Cherie did not outgrow it. On May 2, Golden Tempo crossed the wire at Churchill Downs at 23-1, and DeVaux became the first woman to train a Kentucky Derby winner in the race's 152-year history. [2] The paper's Saturday account of her decision to skip the Preakness and point Golden Tempo at the Saratoga Belmont treated the move as a piece of trainer governance — what to ask of a colt at three. The Janet DeVaux quote, surfaced by CNN on Saturday, sits underneath that decision and reframes it. The same family voice that called the Derby a little lofty is the one whose daughter is now writing the colt's calendar.
It is Mother's Day. The proximity is part of the story.
DeVaux is forty-two, married to the bloodstock agent David Ingordo, and has been on her own as a trainer since 2018, after a decade as an assistant under names that horsemen recognise — Eoin Harty, Bob Baffert, Chad Brown. [3] Her horses have earned more than $33 million in career purses; she has trained Grade I winners; she had, before May 2, every credential a Derby-winning trainer is supposed to have. What she did not have was the win itself, and the win is what makes a hometown believe a daughter wasn't reaching past her grasp.
Saratoga Springs is not an incidental detail. The town treats horsemen the way Lagos treats footballers — as a class with a known apprenticeship, recognisable mentors, and a public memory of who came up where. DeVaux came up in barns there. Her mother knew the people her daughter wanted to be measured against. The "lofty" question was not dismissive; it was a maternal hedge from someone who had counted the trainers in her own neighbourhood and could see how few of them ever held a rose garland. Janet DeVaux was correct that the odds were long. She turned out to be wrong about her daughter.
The wider racing context is unkind to the framing of women trainers as a category.
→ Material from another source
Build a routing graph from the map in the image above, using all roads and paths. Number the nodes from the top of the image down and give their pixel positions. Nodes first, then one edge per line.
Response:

Women have run barns at the top level for decades; Shelley Riley took Casual Lies to second in the 1992 Derby; Kathleen O'Connell, Linda Rice and Lisa Lewis Bates have stacked stakes wins for years. [3] The first-female-trainer line is true and worth marking, but it is not a story about a sudden arrival. It is a story about a long apprenticeship inside a sport that did not refuse women so much as it did not promote them, and about a daughter who spent a decade being the assistant before she was the principal.
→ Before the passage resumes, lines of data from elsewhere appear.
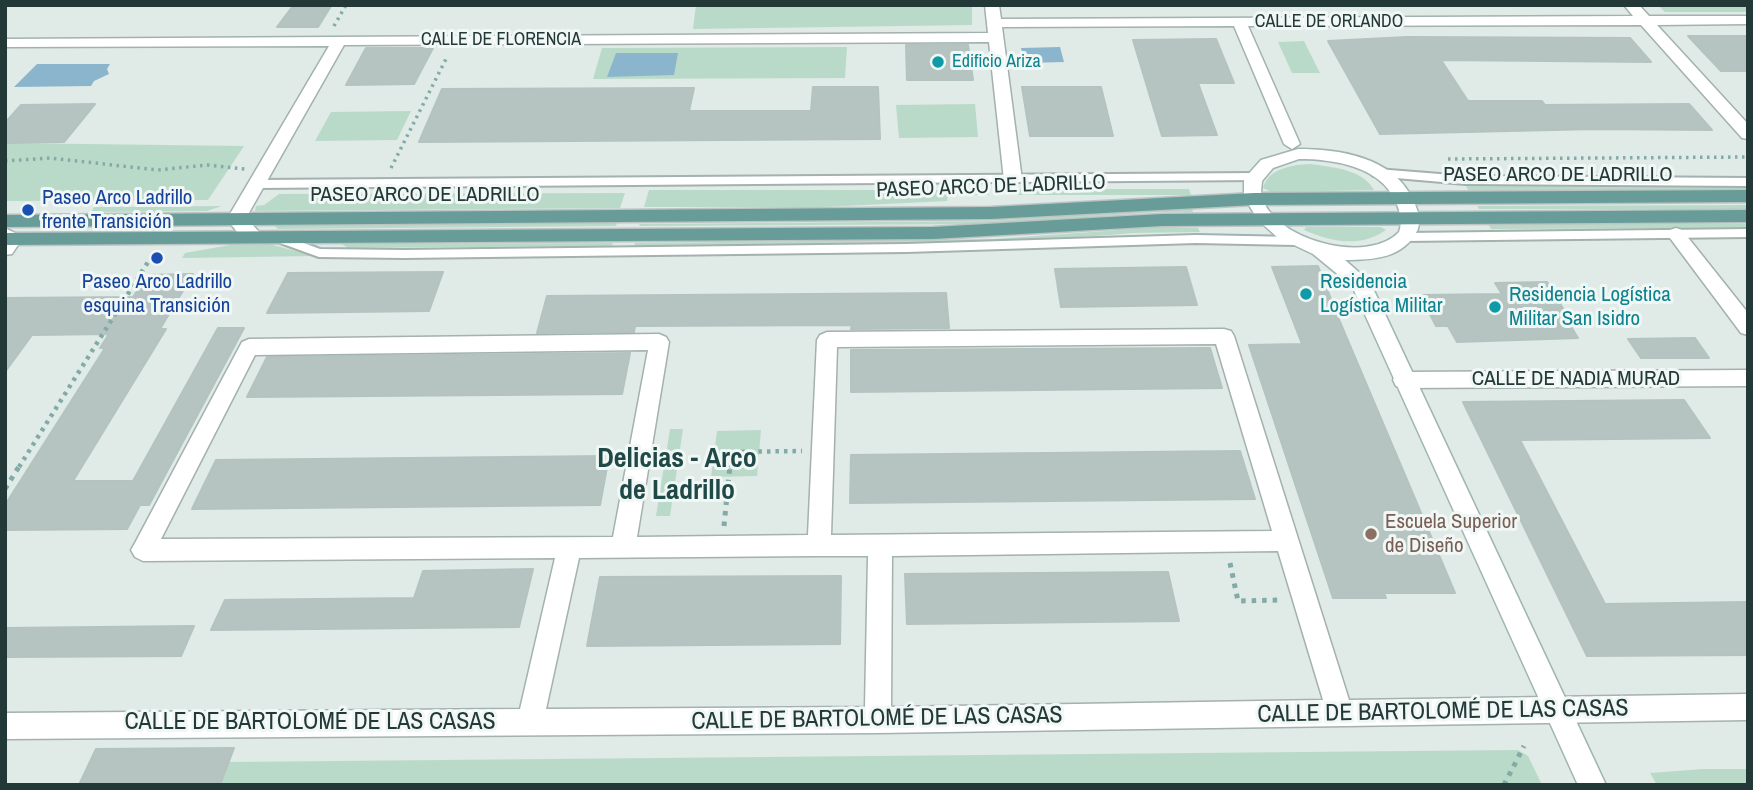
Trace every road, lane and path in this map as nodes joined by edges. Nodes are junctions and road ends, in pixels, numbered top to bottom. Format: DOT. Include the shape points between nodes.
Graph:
graph roads {
  1 [pos="992,5"];
  2 [pos="1631,5"];
  3 [pos="1748,20"];
  4 [pos="1645,21"];
  5 [pos="1239,22"];
  6 [pos="995,30"];
  7 [pos="455,40"];
  8 [pos="339,41"];
  9 [pos="5,43"];
  10 [pos="1748,134"];
  11 [pos="1289,150"];
  12 [pos="5,161"];
  13 [pos="1377,173"];
  14 [pos="260,177"];
  15 [pos="1255,177"];
  16 [pos="1013,180"];
  17 [pos="1748,182"];
  18 [pos="383,183"];
  19 [pos="1748,196"];
  20 [pos="1254,199"];
  21 [pos="1405,199"];
  22 [pos="1748,216"];
  23 [pos="1412,218"];
  24 [pos="236,219"];
  25 [pos="5,221"];
  26 [pos="1267,221"];
  27 [pos="1676,233"];
  28 [pos="1748,233"];
  29 [pos="255,237"];
  30 [pos="275,237"];
  31 [pos="1405,237"];
  32 [pos="7,241"];
  33 [pos="1295,241"];
  34 [pos="1321,251"];
  35 [pos="1377,253"];
  36 [pos="148,262"];
  37 [pos="1360,282"];
  38 [pos="1748,328"];
  39 [pos="1748,378"];
  40 [pos="1403,380"];
  41 [pos="822,451"];
  42 [pos="5,489"];
  43 [pos="1288,541"];
  44 [pos="1224,542"];
  45 [pos="880,546"];
  46 [pos="722,547"];
  47 [pos="818,547"];
  48 [pos="569,548"];
  49 [pos="623,548"];
  50 [pos="1306,601"];
  51 [pos="1748,708"];
  52 [pos="1557,711"];
  53 [pos="1340,713"];
  54 [pos="878,720"];
  55 [pos="530,722"];
  56 [pos="5,726"];
  57 [pos="1524,746"];
  58 [pos="1504,785"];
  59 [pos="1592,785"];
  1 -- 6 [label="street"];
  2 -- 4 [label="street"];
  3 -- 4 [label="street, CALLE DE ORLANDO"];
  4 -- 5 [label="street, CALLE DE ORLANDO"];
  4 -- 10 [label="street"];
  5 -- 6 [label="street, CALLE DE ORLANDO"];
  5 -- 11 [label="street"];
  6 -- 7 [label="street, CALLE DE FLORENCIA"];
  6 -- 16 [label="street"];
  7 -- 8 [label="street, CALLE DE FLORENCIA"];
  7 -- 18 [label="path"];
  8 -- 9 [label="street, CALLE DE FLORENCIA"];
  8 -- 14 [label="street"];
  11 -- 13 [label="street" via="1337,157"];
  11 -- 15 [label="street"];
  12 -- 14 [label="path" via="84,160 158,170 207,165"];
  13 -- 17 [label="lane, PASEO ARCO DE LADRILLO" via="1465,180"];
  13 -- 21 [label="street"];
  14 -- 18 [label="lane, PASEO ARCO DE LADRILLO"];
  14 -- 24 [label="street"];
  15 -- 16 [label="lane, PASEO ARCO DE LADRILLO"];
  15 -- 20 [label="street"];
  16 -- 18 [label="lane, PASEO ARCO DE LADRILLO"];
  19 -- 21 [label="main road, PASEO ARCO DE LADRILLO"];
  20 -- 21 [label="main road, PASEO ARCO DE LADRILLO"];
  20 -- 24 [label="main road, PASEO ARCO DE LADRILLO" via="991,213"];
  20 -- 26 [label="street"];
  21 -- 23 [label="street"];
  22 -- 23 [label="main road, PASEO ARCO DE LADRILLO"];
  23 -- 26 [label="main road, PASEO ARCO DE LADRILLO"];
  23 -- 31 [label="street"];
  24 -- 25 [label="main road, PASEO ARCO DE LADRILLO"];
  24 -- 29 [label="street"];
  26 -- 30 [label="main road, PASEO ARCO DE LADRILLO" via="1162,220 945,232"];
  26 -- 33 [label="street"];
  27 -- 28 [label="lane"];
  27 -- 31 [label="lane"];
  27 -- 38 [label="street"];
  29 -- 30 [label="main road, PASEO ARCO DE LADRILLO"];
  29 -- 32 [label="main road, PASEO ARCO DE LADRILLO"];
  30 -- 33 [label="lane, PASEO ARCO DE LADRILLO" via="319,253 404,254"];
  31 -- 35 [label="street"];
  33 -- 34 [label="street"];
  34 -- 35 [label="street"];
  34 -- 37 [label="street"];
  35 -- 37 [label="street"];
  36 -- 42 [label="path"];
  37 -- 40 [label="street"];
  39 -- 40 [label="street, CALLE DE NADIA MURAD"];
  40 -- 52 [label="street"];
  41 -- 43 [label="street" via="827,340 1224,336"];
  41 -- 46 [label="path" via="731,452"];
  41 -- 47 [label="street"];
  43 -- 44 [label="street"];
  43 -- 50 [label="street"];
  44 -- 45 [label="street"];
  44 -- 50 [label="path" via="1238,601"];
  45 -- 47 [label="street"];
  45 -- 54 [label="street"];
  46 -- 47 [label="street"];
  46 -- 49 [label="street"];
  48 -- 49 [label="street"];
  48 -- 49 [label="street" via="143,550 249,347 659,342"];
  48 -- 55 [label="street"];
  50 -- 53 [label="street"];
  51 -- 52 [label="street, CALLE DE BARTOLOMÉ DE LAS CASAS"];
  52 -- 53 [label="street, CALLE DE BARTOLOMÉ DE LAS CASAS"];
  52 -- 59 [label="street"];
  53 -- 54 [label="street, CALLE DE BARTOLOMÉ DE LAS CASAS"];
  54 -- 55 [label="street, CALLE DE BARTOLOMÉ DE LAS CASAS"];
  55 -- 56 [label="street, CALLE DE BARTOLOMÉ DE LAS CASAS"];
  57 -- 58 [label="path"];
}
Cherie has put the Derby goal on her annual to-do list every January for years. In 2026 she crossed it off four months and one day after she wrote it. Janet DeVaux is, by her daughter's account, both proud and quietly stunned, and has not yet decided how to talk publicly about a sentence she said in a kitchen and that is now in everyone's headlines. [1]
The Mother's Day handle is not sentimental. It is structural. Daughters of accomplished mothers usually inherit ambition with a built-in volume control — the voice that says that's a lot to ask, are you sure, isn't there a smaller version of this. The voice is not malicious. It is the voice of a woman who has watched the world disappoint other women and is trying to spare her own. Cherie DeVaux ignored hers in the most public, most expensive, most consequential way available to anyone in American horse racing, and the result is that this Mother's Day, at the DeVaux house in Saratoga Springs, the loftiness question is closed.
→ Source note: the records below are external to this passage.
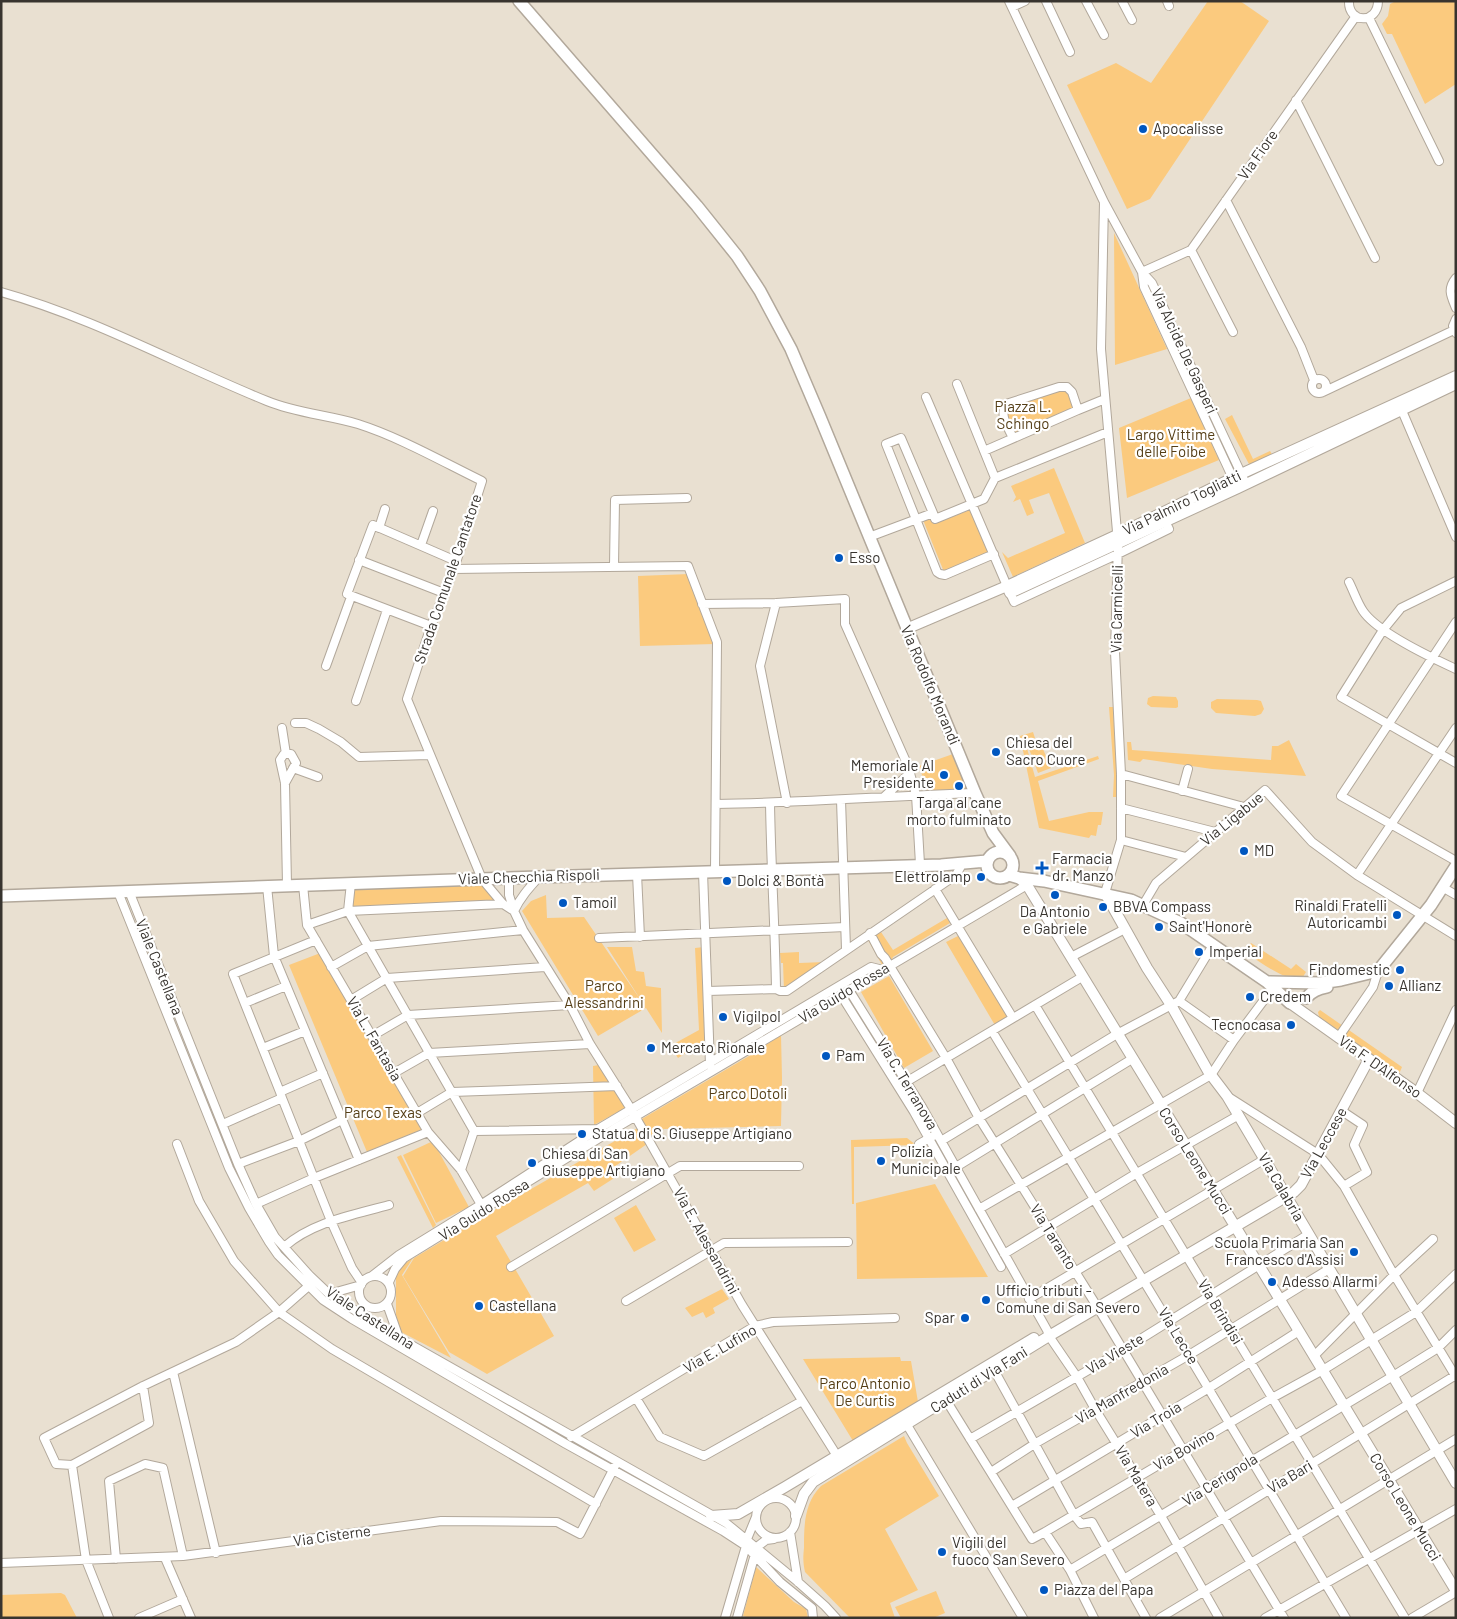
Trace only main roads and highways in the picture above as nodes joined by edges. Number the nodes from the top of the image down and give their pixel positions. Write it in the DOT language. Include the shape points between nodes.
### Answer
graph roads {
  1 [pos="518,1"];
  2 [pos="993,832"];
  3 [pos="1011,859"];
  4 [pos="990,863"];
  5 [pos="941,865"];
  6 [pos="1456,866"];
  7 [pos="1018,879"];
  8 [pos="1044,881"];
  9 [pos="1,896"];
  10 [pos="1378,971"];
  11 [pos="1296,984"];
  12 [pos="1270,985"];
  13 [pos="1306,998"];
  14 [pos="1290,1003"];
  1 -- 2 [label="main road, Via Rodolfo Morandi" via="697,206 737,256 770,308 791,349"];
  2 -- 3 [label="main road, Via Rodolfo Morandi"];
  2 -- 4 [label="main road, Via Rodolfo Morandi"];
  3 -- 4 [label="main road, Viale Checchia Rispoli" via="1002,852"];
  3 -- 7 [label="main road"];
  3 -- 8 [label="main road, Viale Checchia Rispoli"];
  4 -- 5 [label="main road, Viale Checchia Rispoli"];
  4 -- 5 [label="main road, Viale Checchia Rispoli" via="960,868"];
  4 -- 7 [label="main road, Viale Checchia Rispoli" via="992,876"];
  5 -- 9 [label="main road, Viale Checchia Rispoli"];
  6 -- 10 [label="main road" via="1431,905"];
  7 -- 8 [label="main road, Viale Checchia Rispoli"];
  8 -- 12 [label="main road, Viale Checchia Rispoli" via="1125,898 1181,923"];
  10 -- 11 [label="main road" via="1341,980"];
  10 -- 13 [label="main road" via="1358,981 1316,989"];
  11 -- 12 [label="main road"];
  11 -- 13 [label="main road" via="1305,988"];
  11 -- 14 [label="main road" via="1289,986 1286,992"];
  12 -- 14 [label="main road, Viale Checchia Rispoli"];
  13 -- 14 [label="main road" via="1298,1005"];
}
Belmont entries close Monday at noon. Golden Tempo is expected to be on the list — the colt is being pointed at the June 6 Belmont Stakes at Saratoga, the trainer's home track and her mother's town. [3] If the colt runs and runs well, the second sentence in the Janet DeVaux story will be written within a month of the first. That is faster than a hometown usually gets to update its mind.
The win will not change much in racing's structural arithmetic. There is still only one female trainer in any given Triple Crown lineup most years; there is still no second wave behind DeVaux that the sport has formally cultivated. But it will change one specific kitchen conversation, in one specific town, between one specific mother and one specific daughter, and that is sometimes how the larger conversations begin.
Janet DeVaux's question was the right one to ask in 1995. It is the wrong one to ask now. That is a Mother's Day worth marking.